In December 2003, Sunoco’s Frankford, Pa., refinery contracted with RAFS to abate some 5,000 to 6,000 starlings that had been a problem every winter for decades. “We drove in from the West Coast during the blizzard in the last week of January 2004,” Diaz says. “We knew the starlings would have to seek a new shelter or freeze, which accelerated our project time.” In two weeks, the flocks were completely abated for the year. “Sunoco was impressed and sent us to a much larger refinery in Haverhill, Ohio, that was plagued with more than 15,000 starlings,” Diaz says. “This clear-out took three weeks and was also very successful.”

RAFS thinks the relocated starlings teach their offspring that the project site is dangerously life-threatening for the following winter’s roost. Eventually, entire generations learn to respect that fear. They also learn that their new winter roost is a sanctuary.

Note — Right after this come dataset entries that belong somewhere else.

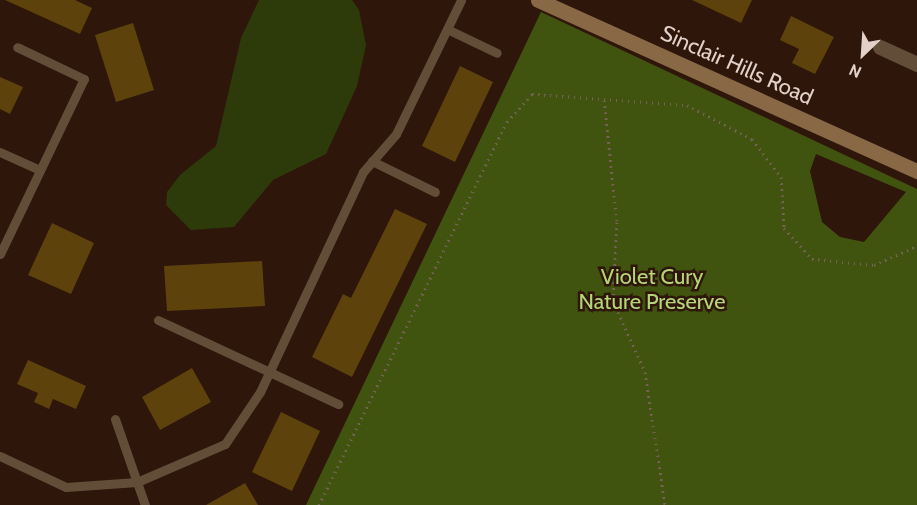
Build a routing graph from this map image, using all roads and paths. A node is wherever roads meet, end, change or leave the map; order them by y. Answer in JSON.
{"nodes":[{"id":1,"x":461,"y":0,"type":"edge"},
{"id":2,"x":538,"y":0,"type":"edge"},
{"id":3,"x":447,"y":28,"type":"junction"},
{"id":4,"x":17,"y":47,"type":"dead end"},
{"id":5,"x":880,"y":47,"type":"dead end"},
{"id":6,"x":497,"y":52,"type":"dead end"},
{"id":7,"x":917,"y":64,"type":"edge"},
{"id":8,"x":604,"y":100,"type":"junction"},
{"id":9,"x":0,"y":152,"type":"edge"},
{"id":10,"x":372,"y":162,"type":"junction"},
{"id":11,"x":40,"y":171,"type":"junction"},
{"id":12,"x":917,"y":171,"type":"edge"},
{"id":13,"x":435,"y":192,"type":"dead end"},
{"id":14,"x":917,"y":246,"type":"edge"},
{"id":15,"x":0,"y":254,"type":"edge"},
{"id":16,"x":158,"y":320,"type":"dead end"},
{"id":17,"x":269,"y":372,"type":"junction"},
{"id":18,"x":338,"y":404,"type":"dead end"},
{"id":19,"x":115,"y":419,"type":"dead end"},
{"id":20,"x":0,"y":456,"type":"edge"},
{"id":21,"x":137,"y":482,"type":"junction"},
{"id":22,"x":145,"y":505,"type":"edge"},
{"id":23,"x":319,"y":505,"type":"edge"},
{"id":24,"x":665,"y":505,"type":"edge"}],
"edges":[{"from":1,"to":3,"type":"lane"},
{"from":2,"to":12,"type":"street","name":"Sinclair Hills Road"},
{"from":3,"to":6,"type":"lane"},
{"from":3,"to":10,"type":"lane"},
{"from":4,"to":11,"type":"lane"},
{"from":5,"to":7,"type":"street"},
{"from":8,"to":14,"type":"path"},
{"from":8,"to":23,"type":"path"},
{"from":8,"to":24,"type":"path"},
{"from":9,"to":11,"type":"lane"},
{"from":10,"to":13,"type":"lane"},
{"from":10,"to":17,"type":"lane"},
{"from":11,"to":15,"type":"lane"},
{"from":16,"to":17,"type":"lane"},
{"from":17,"to":18,"type":"lane"},
{"from":17,"to":21,"type":"lane"},
{"from":19,"to":21,"type":"lane"},
{"from":20,"to":21,"type":"lane"},
{"from":21,"to":22,"type":"lane"}]}
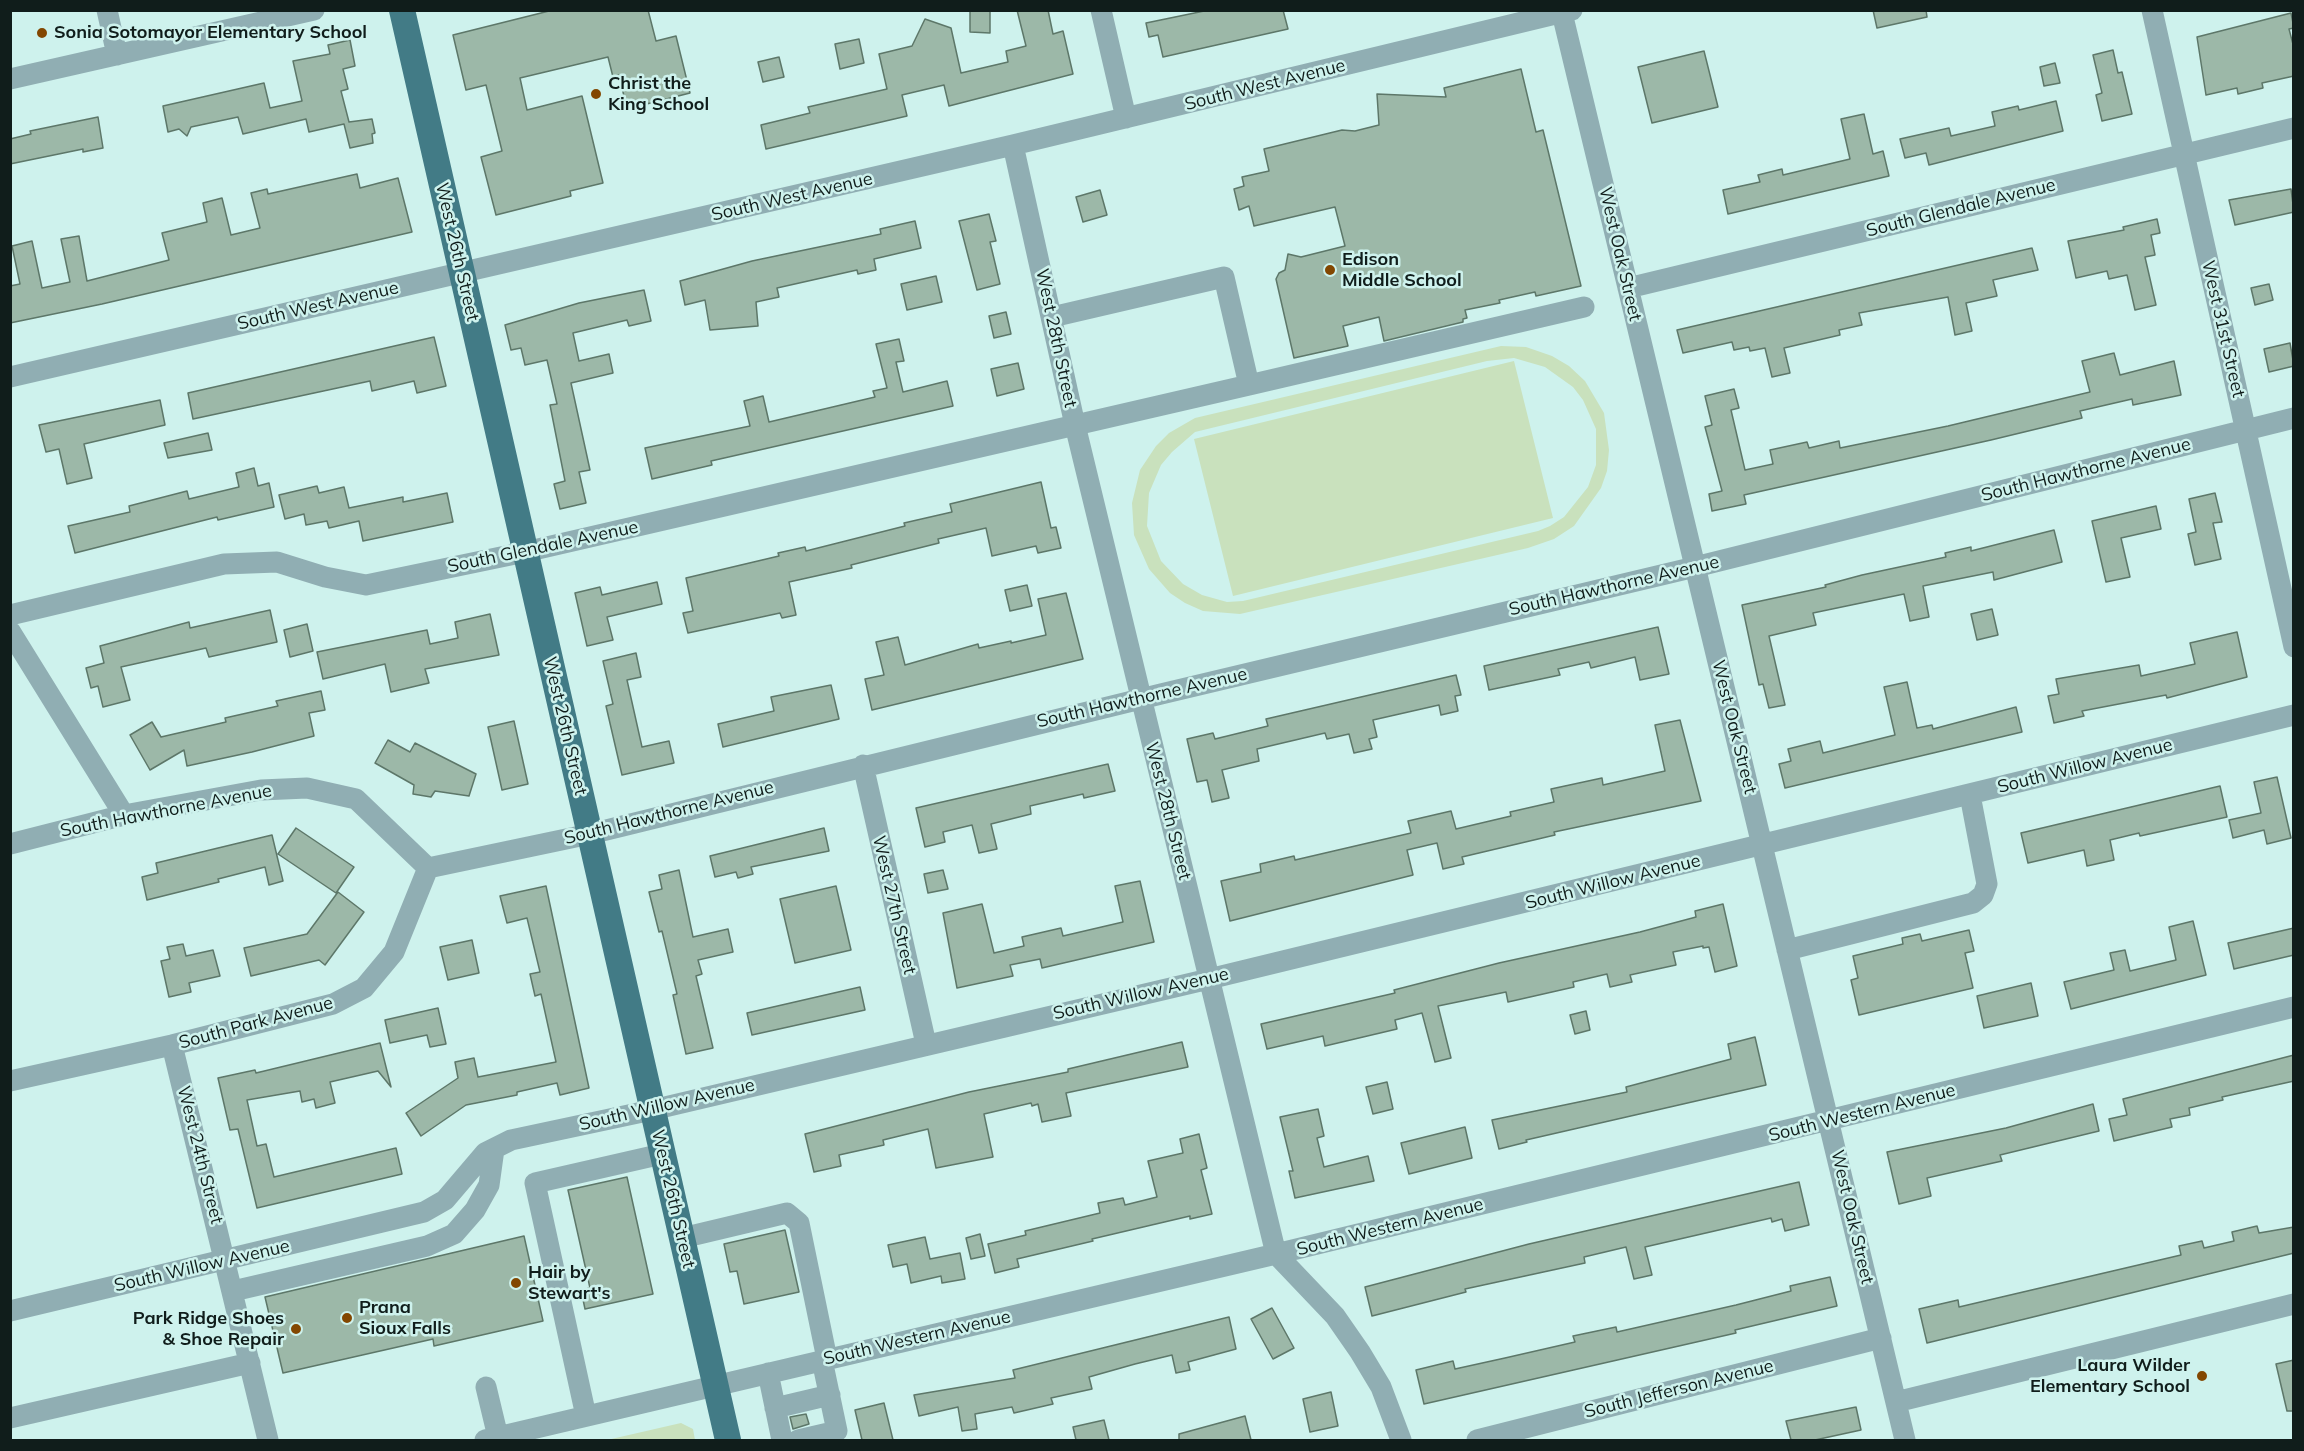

European starlings only live three to four years, so RAFS predicted that about half of the starling population would attempt to return the following winter. The next year at Frankford, less than 2,000 starlings returned, requiring a one-week RAF visit. About 5,000 to 6,000 birds returned to Haverhill, and due to the large area, that project took two weeks.

“At both refineries, far less than half attempted to return,” Diaz says. “This time, we flew with our squadron — two falcons, two eagle-owls and one hawk — in dog crates.”

The falconers clear all kinds of industrial, commercial and military sites, including warehouses and airports. “Upon initial survey, I develop a strategy that best applies the squadron to the individual environment,” Diaz says. The program has been applied successfully to igeons, starlings, crows, grackles, cowbirds, blackbirds, seagulls, cormorants, Canadian geese, English sparrows, horned larks, lennets and feral parrots.